Saved entries
═══
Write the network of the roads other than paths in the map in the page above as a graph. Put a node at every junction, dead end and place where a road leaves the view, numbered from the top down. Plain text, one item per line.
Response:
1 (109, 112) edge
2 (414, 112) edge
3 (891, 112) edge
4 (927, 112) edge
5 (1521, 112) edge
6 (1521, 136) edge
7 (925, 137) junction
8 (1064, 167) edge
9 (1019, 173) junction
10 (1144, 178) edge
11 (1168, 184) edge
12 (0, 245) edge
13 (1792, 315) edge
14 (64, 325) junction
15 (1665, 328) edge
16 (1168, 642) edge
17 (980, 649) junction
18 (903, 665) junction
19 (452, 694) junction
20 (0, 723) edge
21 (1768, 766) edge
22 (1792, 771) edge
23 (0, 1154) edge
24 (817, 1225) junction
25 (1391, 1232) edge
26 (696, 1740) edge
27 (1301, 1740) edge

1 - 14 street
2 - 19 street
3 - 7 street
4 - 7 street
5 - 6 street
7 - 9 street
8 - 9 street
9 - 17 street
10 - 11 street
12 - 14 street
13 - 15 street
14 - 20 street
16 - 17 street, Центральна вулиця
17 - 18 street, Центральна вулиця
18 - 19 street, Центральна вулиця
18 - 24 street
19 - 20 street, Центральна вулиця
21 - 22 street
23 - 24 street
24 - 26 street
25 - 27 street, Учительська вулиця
═══
**Problem details**
Reproduce every record, matching each line exactly.

**Task response**
Write the network of the roads other than paths in the map in the page above as a graph. Put a node at every junction, dead end and place where a road leaves the view, numbered from the top down. Plain text, one item per line.
Response:
1 (109, 112) edge
2 (414, 112) edge
3 (891, 112) edge
4 (927, 112) edge
5 (1521, 112) edge
6 (1521, 136) edge
7 (925, 137) junction
8 (1064, 167) edge
9 (1019, 173) junction
10 (1144, 178) edge
11 (1168, 184) edge
12 (0, 245) edge
13 (1792, 315) edge
14 (64, 325) junction
15 (1665, 328) edge
16 (1168, 642) edge
17 (980, 649) junction
18 (903, 665) junction
19 (452, 694) junction
20 (0, 723) edge
21 (1768, 766) edge
22 (1792, 771) edge
23 (0, 1154) edge
24 (817, 1225) junction
25 (1391, 1232) edge
26 (696, 1740) edge
27 (1301, 1740) edge

1 - 14 street
2 - 19 street
3 - 7 street
4 - 7 street
5 - 6 street
7 - 9 street
8 - 9 street
9 - 17 street
10 - 11 street
12 - 14 street
13 - 15 street
14 - 20 street
16 - 17 street, Центральна вулиця
17 - 18 street, Центральна вулиця
18 - 19 street, Центральна вулиця
18 - 24 street
19 - 20 street, Центральна вулиця
21 - 22 street
23 - 24 street
24 - 26 street
25 - 27 street, Учительська вулиця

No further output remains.